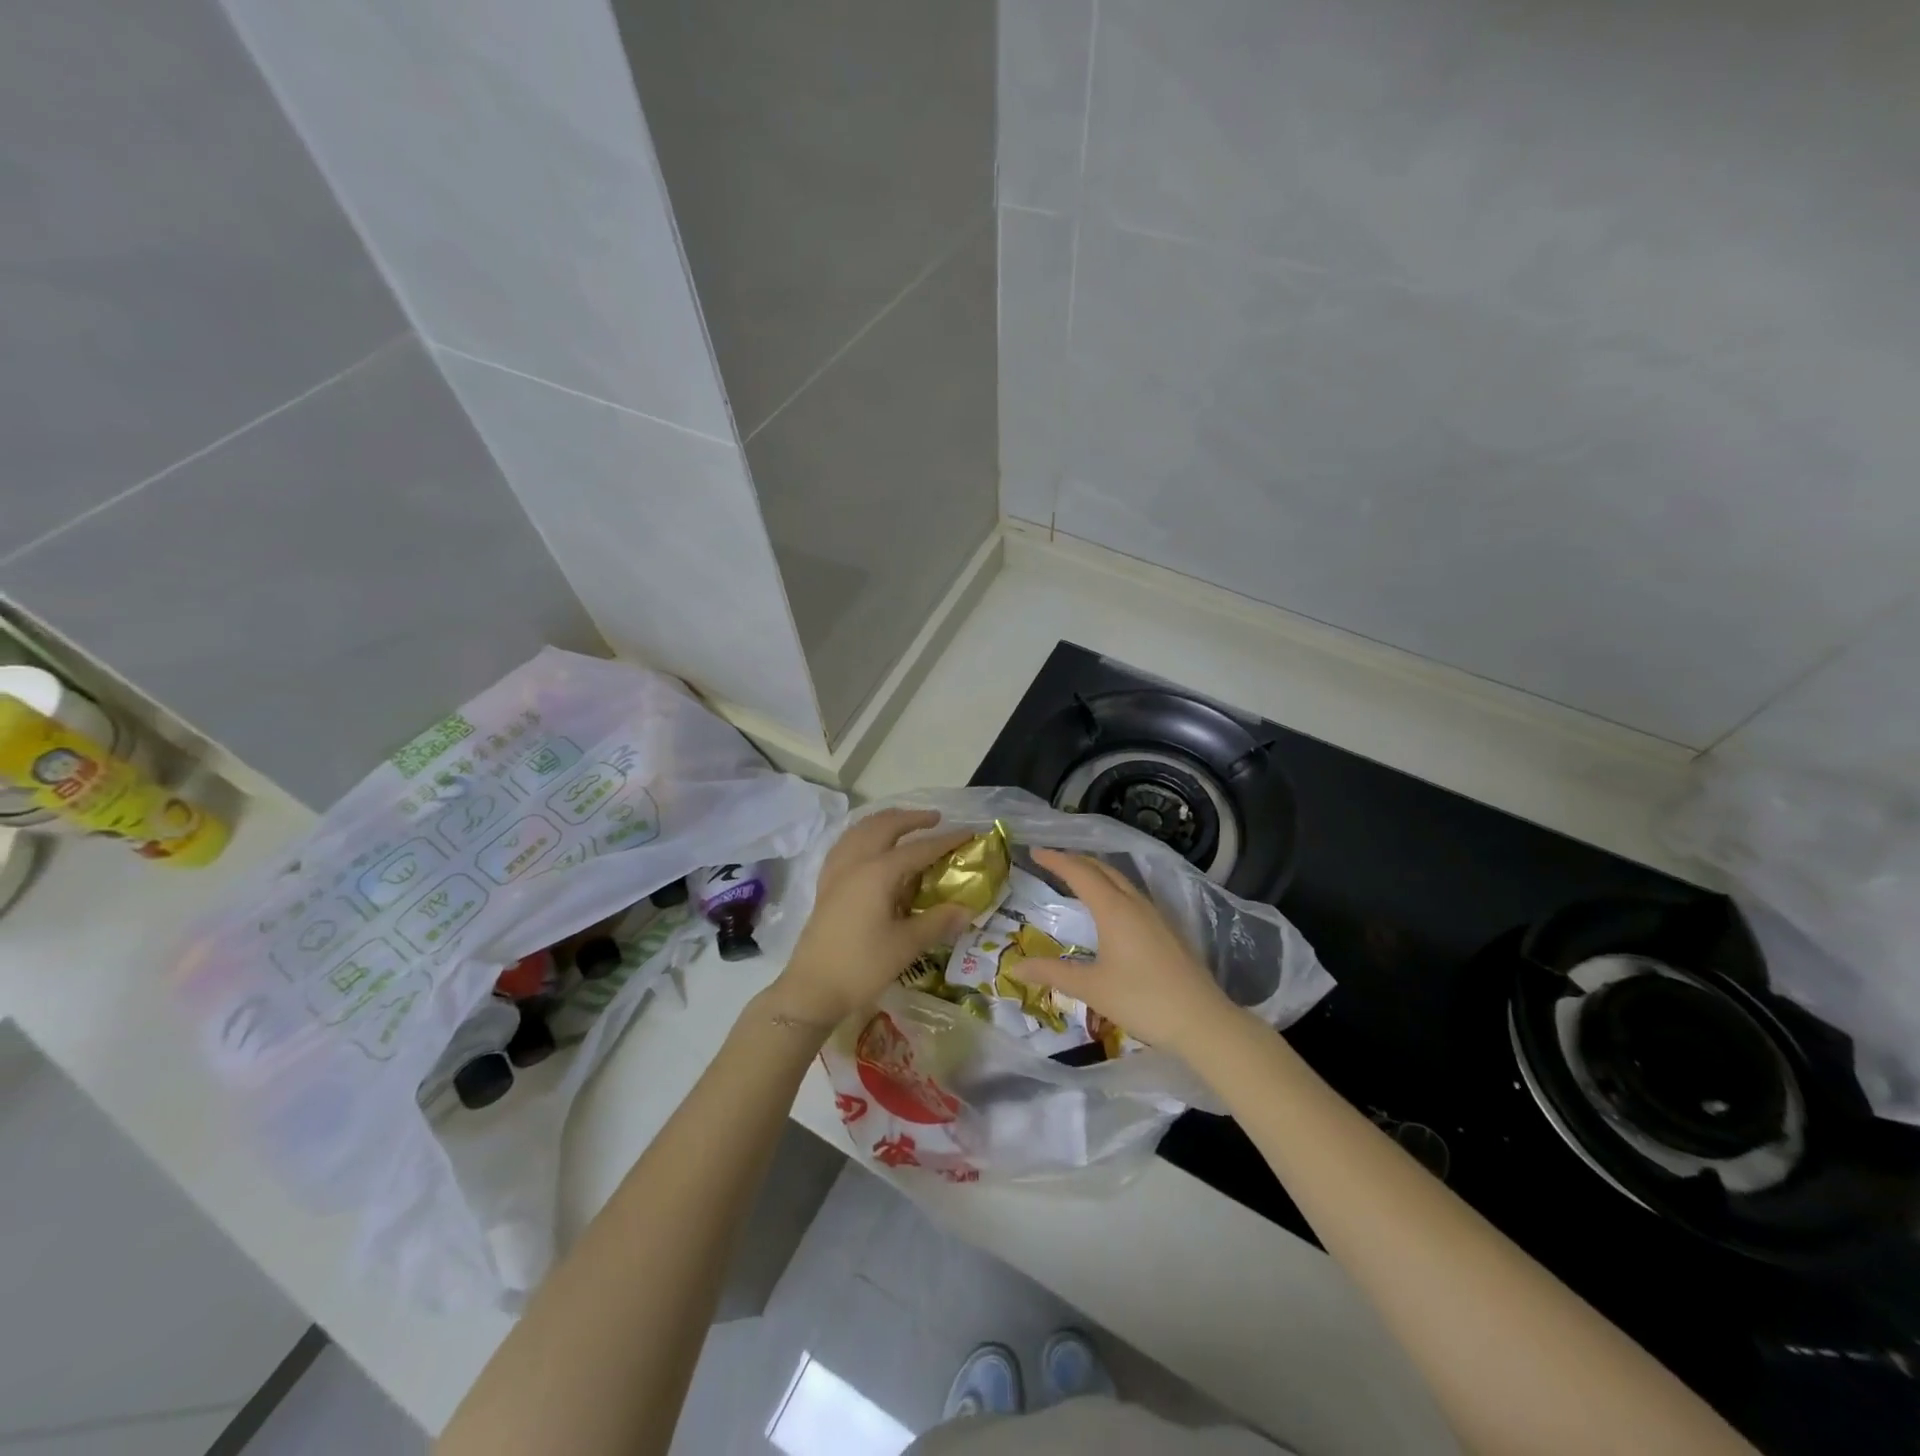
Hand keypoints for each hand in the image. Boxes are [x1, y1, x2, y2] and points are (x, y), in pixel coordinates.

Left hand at [760, 809, 973, 1031]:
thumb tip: (967, 908)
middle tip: (936, 819)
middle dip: (911, 818)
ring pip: (860, 830)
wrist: (812, 989)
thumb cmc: (862, 966)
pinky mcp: (825, 884)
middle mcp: (856, 862)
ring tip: (903, 823)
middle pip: (884, 826)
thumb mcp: (906, 945)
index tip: (969, 832)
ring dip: (884, 821)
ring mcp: (836, 872)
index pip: (919, 849)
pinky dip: (862, 834)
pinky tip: (868, 845)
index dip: (946, 840)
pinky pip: (845, 844)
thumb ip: (938, 921)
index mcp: (878, 873)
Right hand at [1022, 849, 1238, 1055]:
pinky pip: (1132, 895)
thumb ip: (1052, 973)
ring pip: (1120, 880)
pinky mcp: (1166, 930)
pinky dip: (1111, 888)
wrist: (1202, 1020)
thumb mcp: (1091, 988)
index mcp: (1113, 909)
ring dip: (1096, 872)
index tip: (1034, 852)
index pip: (1079, 873)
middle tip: (1051, 860)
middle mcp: (1134, 904)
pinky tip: (1109, 907)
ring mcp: (1155, 915)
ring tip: (1076, 877)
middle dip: (1076, 860)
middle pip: (1102, 869)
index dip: (1056, 860)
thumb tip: (1014, 966)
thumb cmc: (1142, 1000)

※

**Exercise goal**
Print exactly the line containing "thumb tip: (967, 908)" and every line after it through the end of the records above, and nothing else.

**Exercise response**
thumb tip: (967, 908)
middle tip: (936, 819)
middle dip: (911, 818)
ring pip: (860, 830)
wrist: (812, 989)
thumb cmc: (862, 966)
pinky mcp: (825, 884)
middle mcp: (856, 862)
ring tip: (903, 823)
middle pip: (884, 826)
thumb mcp: (906, 945)
index tip: (969, 832)
ring dip: (884, 821)
ring mcp: (836, 872)
index pip: (919, 849)
pinky dip: (862, 834)
pinky tip: (868, 845)
index dip: (946, 840)
pinky pip: (845, 844)
thumb ip: (938, 921)
index mcp: (878, 873)
Right hand at [1022, 849, 1238, 1055]:
pinky pip: (1132, 895)
thumb ip: (1052, 973)
ring pip: (1120, 880)
pinky mcp: (1166, 930)
pinky dip: (1111, 888)
wrist: (1202, 1020)
thumb mcp: (1091, 988)
index mcp: (1113, 909)
ring dip: (1096, 872)
index tip: (1034, 852)
index pip: (1079, 873)
middle tip: (1051, 860)
middle mcp: (1134, 904)
pinky tip: (1109, 907)
ring mcp: (1155, 915)
ring tip: (1076, 877)
middle dip: (1076, 860)
middle pip: (1102, 869)
index dip: (1056, 860)
thumb tip: (1014, 966)
thumb cmc: (1142, 1000)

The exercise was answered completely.